Will Heartfelt Penitence Woo the Black Vote?

Insight on the News, vol. 12, no. 33, p. 15
September 2, 1996

by
David Wagner


The seventies saw African-American intellectuals question the power of the Democratic Party in their community. Many wonder if a segment of the black vote could be the GOP's for the asking.

When Bob Dole rejected a speaking invitation from the National Association for the Advancement of Colored People, he indicated that black activists are part of the core constituency of the Democratic Party. Yet, 100 years ago, blacks were one constituency the GOP could take for granted in Kansas and wherever else they actually were allowed to vote.

For the half-century that followed the Civil War, the Democratic Party tended to stand for localism and the preservation of regional folkways, a bias that, according to Michael Barone's political history Our Country, allied them with saloon-keepers in the North and segregationists in the South.

Franklin D. Roosevelt achieved an amazing political feat, bringing Southern whites and Northern blacks (many of whom had moved north as a result of the Depression) into one coalition. Then Harry Truman integrated the armed forces and insisted his party adopt a civil-rights plank, even at the cost of a politically dangerous split with the party's Southern wing.

While it was a Republican ex-governor, appointed chief justice by a Republican president, who engineered the Supreme Court's school-integration opinion in Brown vs. Board of Education, the GOP nonetheless failed to capture the initiative with black voters. Democrats enacted the Civil Rights Act of 1964, and their lock on the black vote has continued for another three decades.

Only in the late seventies did there begin to emerge a generation of African-American intellectuals who questioned whether liberalism and the Democratic Party had been as helpful to their community as generally was assumed. A partial list of these pioneers of the "Afro-con" movement would include the late Clarence Pendleton, chairman of the U.S. Civil Rights Commission; Clarence Thomas, chairman of the Equal Employment Opportunity Committee and now a Supreme Court justice; economists Glenn Loury, Thomas Sowell and Walter Williams, the late columnist Larry Wade; and former State Department official, philosopher and presidential candidate Alan Keyes.

Yet despite the awakening of black conservatism, many Republicans continue to assume they have no choice but to write off the black vote. The Dole campaign's black outreach gets failing marks from Gwenevere Daye Richardson, editor of Headway, formerly National Minority Politics, a black conservative magazine.

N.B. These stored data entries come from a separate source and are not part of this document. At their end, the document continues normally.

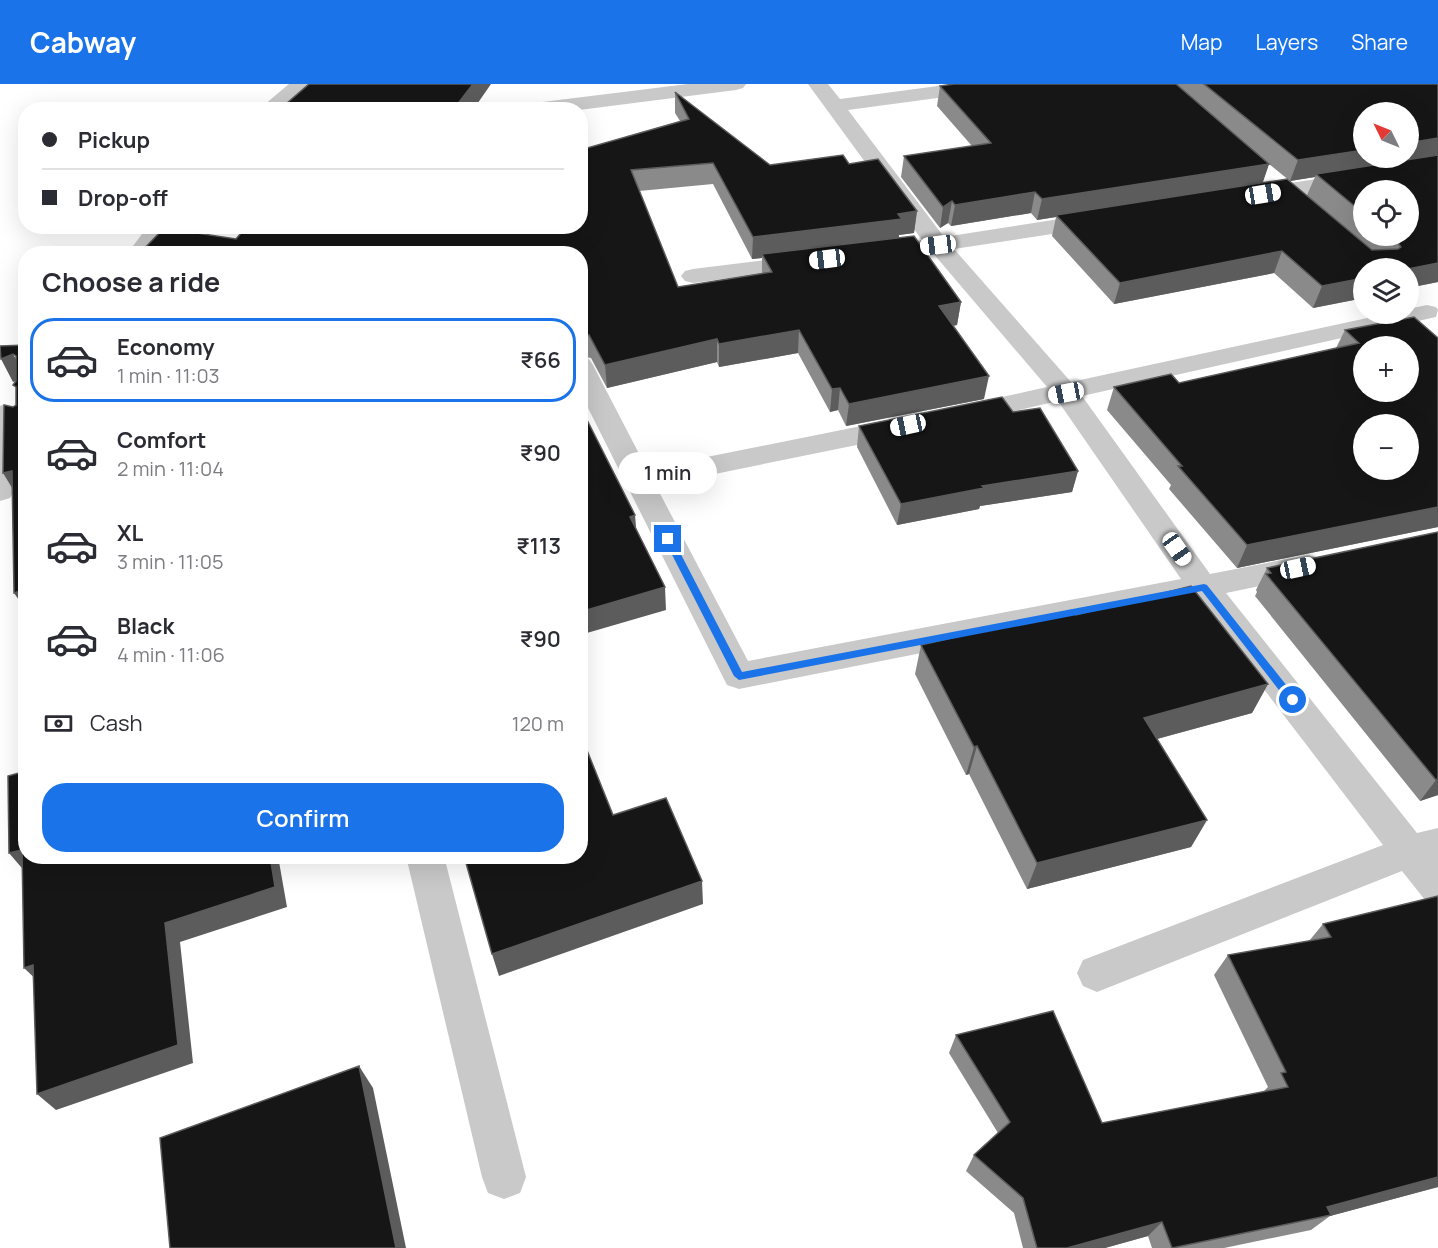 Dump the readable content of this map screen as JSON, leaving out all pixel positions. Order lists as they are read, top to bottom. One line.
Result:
{"north":"top left","page":{"header":"Cabway","nav":["Map","Layers","Share"],"map_buttons":["+","−"],"banner":["Pickup","Drop-off"],"heading":"Choose a ride","list":[{"name":"Economy","note":"1 min · 11:03","value":"₹66"},{"name":"Comfort","note":"2 min · 11:04","value":"₹90"},{"name":"XL","note":"3 min · 11:05","value":"₹113"},{"name":"Black","note":"4 min · 11:06","value":"₹90"}],"bubble":"1 min","pay":["Cash","120 m"],"buttons":"Confirm"}} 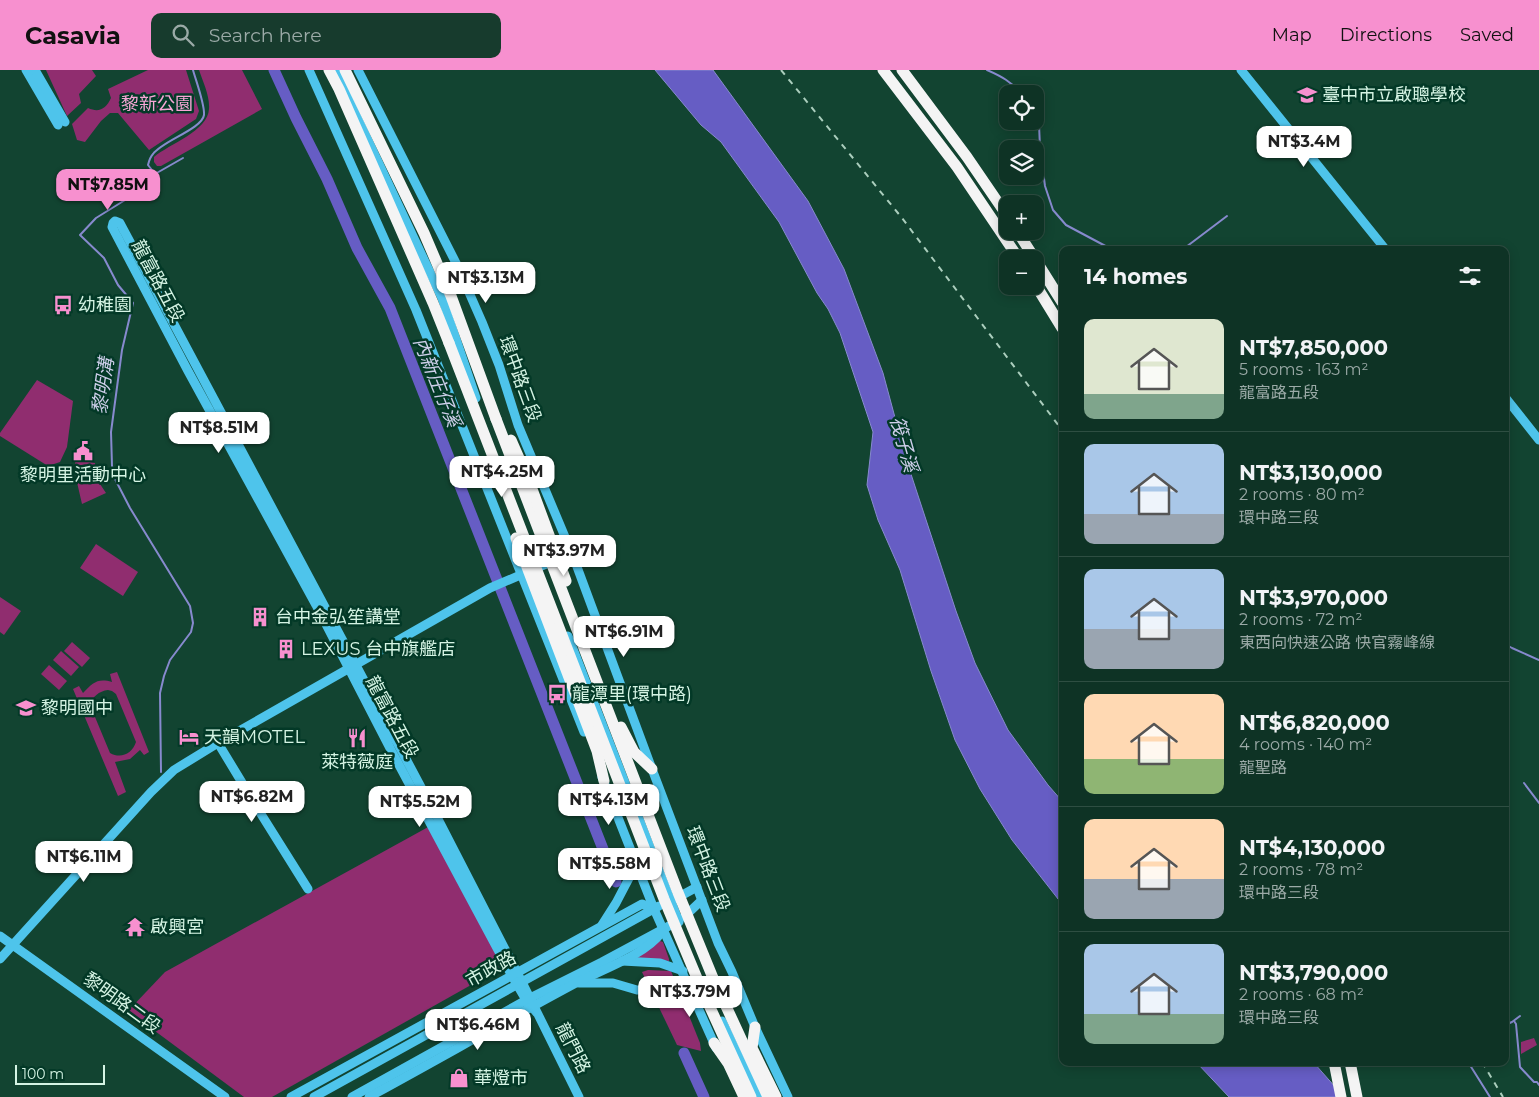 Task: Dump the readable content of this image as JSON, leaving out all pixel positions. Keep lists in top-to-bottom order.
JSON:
{
  "streets": {
    "street": [
      "龍富路五段",
      "環中路三段",
      "市政路",
      "黎明路二段",
      "龍門路"
    ]
  },
  "crossings": [
    ["龍富路五段", "市政路"],
    ["龍富路五段", "龍門路"],
    ["環中路三段", "市政路"],
    ["市政路", "龍門路"]
  ],
  "water": ["內新庄仔溪", "黎明溝", "筏子溪"],
  "parks": ["黎新公園"],
  "places": {
    "school or university": ["臺中市立啟聰學校", "黎明國中"],
    "bus stop": ["幼稚園", "龍潭里(環中路)"],
    "public building": ["黎明里活動中心"],
    "building": ["台中金弘笙講堂", "LEXUS 台中旗艦店"],
    "hotel": ["天韻MOTEL"],
    "restaurant": ["萊特薇庭"],
    "temple": ["啟興宮"],
    "shop": ["華燈市"]
  },
  "scale_bar": "100 m",
  "page": {
    "header": "Casavia",
    "search": "Search here",
    "nav": ["Map", "Directions", "Saved"],
    "map_buttons": ["+", "−"],
    "price": [
      "NT$3.4M",
      "NT$7.85M",
      "NT$3.13M",
      "NT$8.51M",
      "NT$4.25M",
      "NT$3.97M",
      "NT$6.91M",
      "NT$6.82M",
      "NT$4.13M",
      "NT$5.52M",
      "NT$6.11M",
      "NT$5.58M",
      "NT$3.79M",
      "NT$6.46M"
    ],
    "heading": "14 homes",
    "list": [
      {
        "name": "NT$7,850,000",
        "note": "5 rooms · 163 m² · 龍富路五段"
      },
      {
        "name": "NT$3,130,000",
        "note": "2 rooms · 80 m² · 環中路三段"
      },
      {
        "name": "NT$3,970,000",
        "note": "2 rooms · 72 m² · 東西向快速公路 快官霧峰線"
      },
      {
        "name": "NT$6,820,000",
        "note": "4 rooms · 140 m² · 龍聖路"
      },
      {
        "name": "NT$4,130,000",
        "note": "2 rooms · 78 m² · 環中路三段"
      },
      {
        "name": "NT$3,790,000",
        "note": "2 rooms · 68 m² · 環中路三段"
      }
    ],
    "scale": "100 m"
  }
}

"Our magazine had a roundtable with [House Speaker Newt] Gingrich," Richardson tells Insight, "back when he was the hot ticket and everyone wanted to interview him. But we tried for six months to arrange one with Dole, with no success. And he knew we're conservative, so it couldn't have been that he was afraid of a hostile audience."

Yet, Richardson says she doesn't believe racism plays into the mix. "That would be inconsistent with Dole's record. I think it's those high-dollar Republican consultants: They don't want to risk anything involving race."

She points to what she terms a missed opportunity. "It's not so much a class thing, with blacks supposedly moving into the middle class and turning Republican. It's more a matter of philosophy: less government, more free enterprise. About a third of black people in this country believe in that, but they don't vote that way."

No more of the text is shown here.